→ **REQUIRED ACTION**:
Your answer should hold exactly the lines from the one containing "Turn the roads" through the end of the material, and no others.

→ **RECORDS TO PROCESS**:
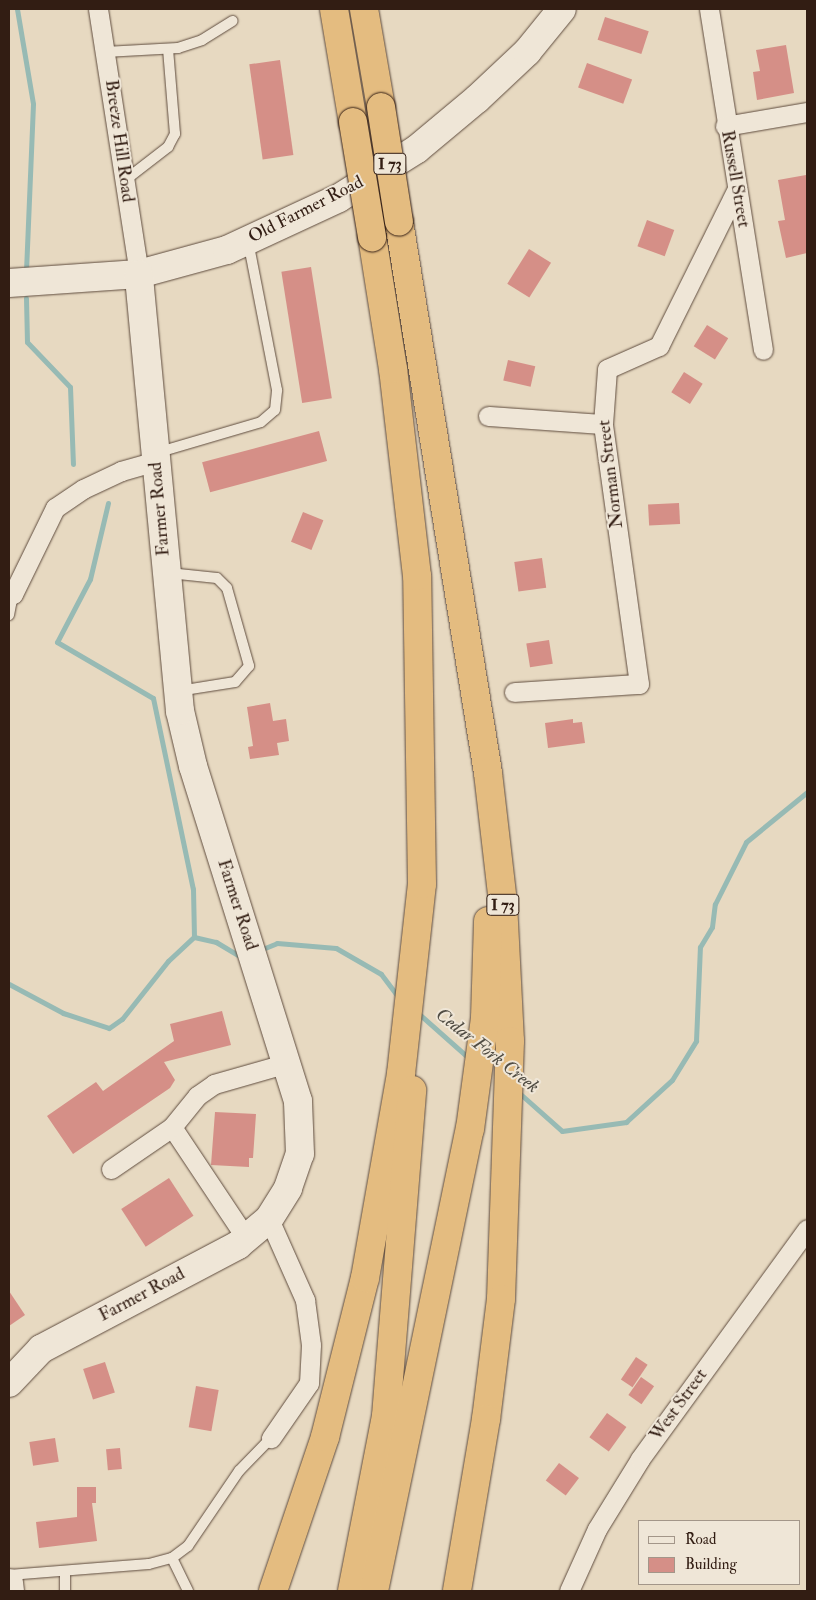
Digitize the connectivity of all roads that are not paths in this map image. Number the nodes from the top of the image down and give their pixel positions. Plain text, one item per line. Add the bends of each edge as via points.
1 (98, 9) edge
2 (334, 9) edge
3 (364, 9) edge
4 (562, 9) edge
5 (709, 9) edge
6 (232, 21) dead end
7 (168, 49) junction
8 (105, 52) junction
9 (807, 112) edge
10 (725, 126) junction
11 (124, 181) junction
12 (737, 189) junction
13 (248, 240) junction
14 (139, 274) junction
15 (9, 283) edge
16 (764, 350) dead end
17 (488, 416) dead end
18 (603, 424) junction
19 (156, 457) junction
20 (166, 572) junction
21 (11, 595) edge
22 (9, 614) edge
23 (177, 692) junction
24 (514, 692) dead end
25 (488, 773) junction
26 (422, 884) junction
27 (287, 1063) junction
28 (172, 1127) junction
29 (111, 1168) dead end
30 (269, 1219) junction
31 (807, 1229) edge
32 (246, 1238) junction
33 (9, 1383) edge
34 (272, 1438) joint
35 (172, 1558) junction
36 (64, 1571) junction
37 (9, 1575) edge
38 (9, 1583) edge
39 (10, 1591) edge
40 (65, 1591) edge
41 (188, 1591) edge
42 (273, 1591) edge
43 (352, 1591) edge
44 (374, 1591) edge
45 (457, 1591) edge
46 (569, 1591) edge

1 - 8 street, Breeze Hill Road
2 - 26 highway, I 73, bridge via 396,388 417,576
3 - 25 highway, I 73, bridge
4 - 13 street, Old Farmer Road via 527,52 417,150 339,198
5 - 10 street, Russell Street
6 - 7 lane via 202,40
7 - 8 lane
7 - 11 lane via 175,134 168,147
8 - 11 street, Breeze Hill Road
9 - 10 street
10 - 12 street, Russell Street
11 - 14 street, Breeze Hill Road
12 - 16 street, Russell Street
12 - 18 street, Norman Street via 659,346 607,369
13 - 14 street, Old Farmer Road
13 - 19 lane via 277,390 275,410 261,422
14 - 15 street, Old Farmer Road
14 - 19 street, Farmer Road
17 - 18 street
18 - 24 street, Norman Street via 639,684
19 - 20 street, Farmer Road
19 - 21 street via 91,485 55,508
20 - 23 street, Farmer Road
20 - 23 lane via 217,578 227,588 249,666 236,682
21 - 22 lane
23 - 27 street, Farmer Road via 193,766
25 - 44 highway via 485,1018 471,1120
25 - 45 highway, I 73 via 503,903 509,1031 507,1184 501,1299 486,1419
26 - 42 highway, I 73 via 401,1074 365,1278 325,1437
26 - 43 highway via 410,1144 386,1416
27 - 28 street via 214,1084 197,1096
27 - 30 street, Farmer Road via 298,1101 300,1154 288,1188
28 - 29 street
28 - 32 street
30 - 32 street, Farmer Road
30 - 34 street via 305,1300 311,1345 309,1383
31 - 46 street, West Street via 640,1459 597,1529
32 - 33 street, Farmer Road via 41,1349
34 - 35 lane via 239,1471 188,1546
35 - 36 lane
35 - 41 lane
36 - 37 lane
36 - 40 lane
38 - 39 street

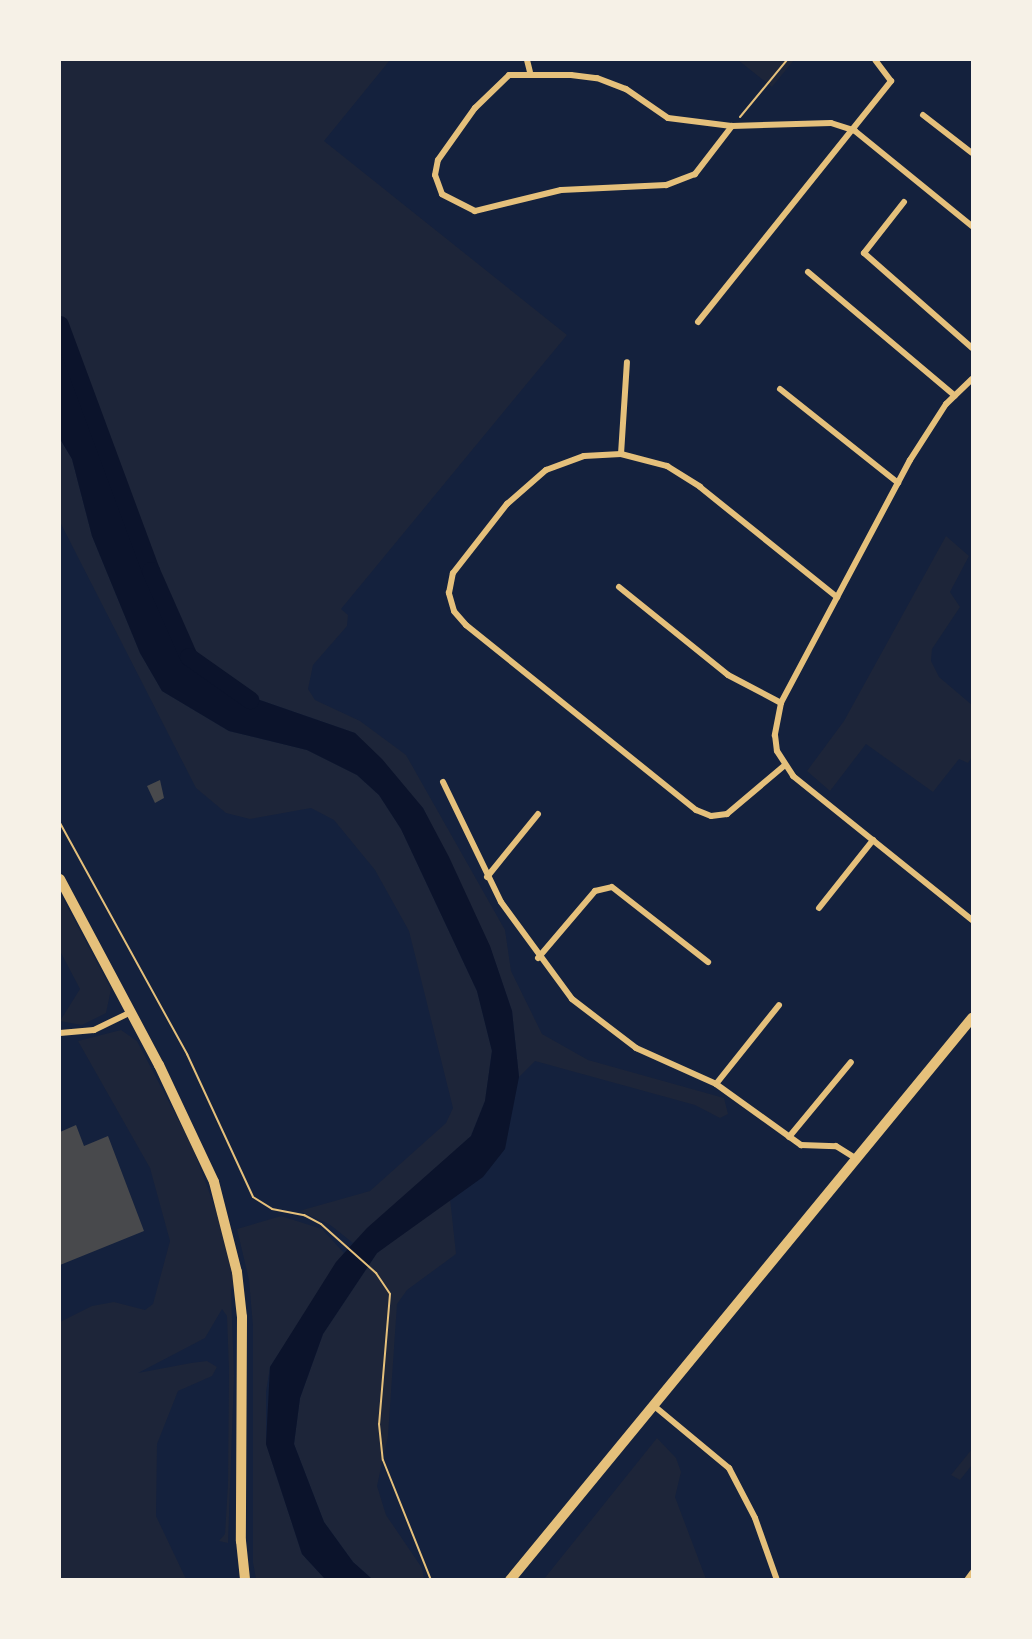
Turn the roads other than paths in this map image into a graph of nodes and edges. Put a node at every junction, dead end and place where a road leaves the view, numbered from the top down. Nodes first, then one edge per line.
1 (527, 60) edge
2 (876, 60) edge
3 (530, 72) junction
4 (923, 115) dead end
5 (732, 126) junction
6 (855, 131) junction
7 (972, 153) edge
8 (904, 202) dead end
9 (972, 226) edge
10 (808, 272) dead end
11 (698, 322) dead end
12 (972, 348) edge
13 (627, 362) dead end
14 (972, 379) edge
15 (779, 389) dead end
16 (954, 396) junction
17 (621, 454) junction
18 (898, 483) junction
19 (619, 586) dead end
20 (837, 597) junction
21 (782, 703) junction
22 (785, 765) junction
23 (443, 782) dead end
24 (538, 814) dead end
25 (873, 841) junction
26 (487, 877) junction
27 (60, 879) edge
28 (819, 908) dead end
29 (972, 920) edge
30 (538, 958) junction
31 (708, 962) dead end
32 (779, 1005) dead end
33 (131, 1012) junction
34 (972, 1018) edge
35 (60, 1034) edge
36 (851, 1062) dead end
37 (716, 1084) junction
38 (789, 1137) junction
39 (857, 1159) junction
40 (653, 1405) junction
41 (972, 1573) edge
42 (245, 1580) edge
43 (510, 1580) edge
44 (777, 1580) edge
45 (967, 1580) edge

1 - 3 street
2 - 6 street
3 - 5 street
3 - 5 street
4 - 7 street
5 - 6 street
6 - 9 street
6 - 11 street
8 - 12 street
10 - 16 street
13 - 17 street
14 - 16 street
15 - 18 street
16 - 18 street
17 - 20 street
17 - 22 street
18 - 20 street
19 - 21 street
20 - 21 street
21 - 22 street
22 - 25 street
23 - 26 street
24 - 26 street
25 - 28 street
25 - 29 street
26 - 30 street
27 - 33 main road
30 - 31 street
30 - 37 street
32 - 37 street
33 - 35 street
33 - 42 main road
34 - 39 main road
36 - 38 street
37 - 38 street
38 - 39 street
39 - 40 main road
40 - 43 main road
40 - 44 street
41 - 45 street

→ **RESULT FOR THIS TASK**:
Turn the roads other than paths in this map image into a graph of nodes and edges. Put a node at every junction, dead end and place where a road leaves the view, numbered from the top down. Nodes first, then one edge per line.
1 (527, 60) edge
2 (876, 60) edge
3 (530, 72) junction
4 (923, 115) dead end
5 (732, 126) junction
6 (855, 131) junction
7 (972, 153) edge
8 (904, 202) dead end
9 (972, 226) edge
10 (808, 272) dead end
11 (698, 322) dead end
12 (972, 348) edge
13 (627, 362) dead end
14 (972, 379) edge
15 (779, 389) dead end
16 (954, 396) junction
17 (621, 454) junction
18 (898, 483) junction
19 (619, 586) dead end
20 (837, 597) junction
21 (782, 703) junction
22 (785, 765) junction
23 (443, 782) dead end
24 (538, 814) dead end
25 (873, 841) junction
26 (487, 877) junction
27 (60, 879) edge
28 (819, 908) dead end
29 (972, 920) edge
30 (538, 958) junction
31 (708, 962) dead end
32 (779, 1005) dead end
33 (131, 1012) junction
34 (972, 1018) edge
35 (60, 1034) edge
36 (851, 1062) dead end
37 (716, 1084) junction
38 (789, 1137) junction
39 (857, 1159) junction
40 (653, 1405) junction
41 (972, 1573) edge
42 (245, 1580) edge
43 (510, 1580) edge
44 (777, 1580) edge
45 (967, 1580) edge

1 - 3 street
2 - 6 street
3 - 5 street
3 - 5 street
4 - 7 street
5 - 6 street
6 - 9 street
6 - 11 street
8 - 12 street
10 - 16 street
13 - 17 street
14 - 16 street
15 - 18 street
16 - 18 street
17 - 20 street
17 - 22 street
18 - 20 street
19 - 21 street
20 - 21 street
21 - 22 street
22 - 25 street
23 - 26 street
24 - 26 street
25 - 28 street
25 - 29 street
26 - 30 street
27 - 33 main road
30 - 31 street
30 - 37 street
32 - 37 street
33 - 35 street
33 - 42 main road
34 - 39 main road
36 - 38 street
37 - 38 street
38 - 39 street
39 - 40 main road
40 - 43 main road
40 - 44 street
41 - 45 street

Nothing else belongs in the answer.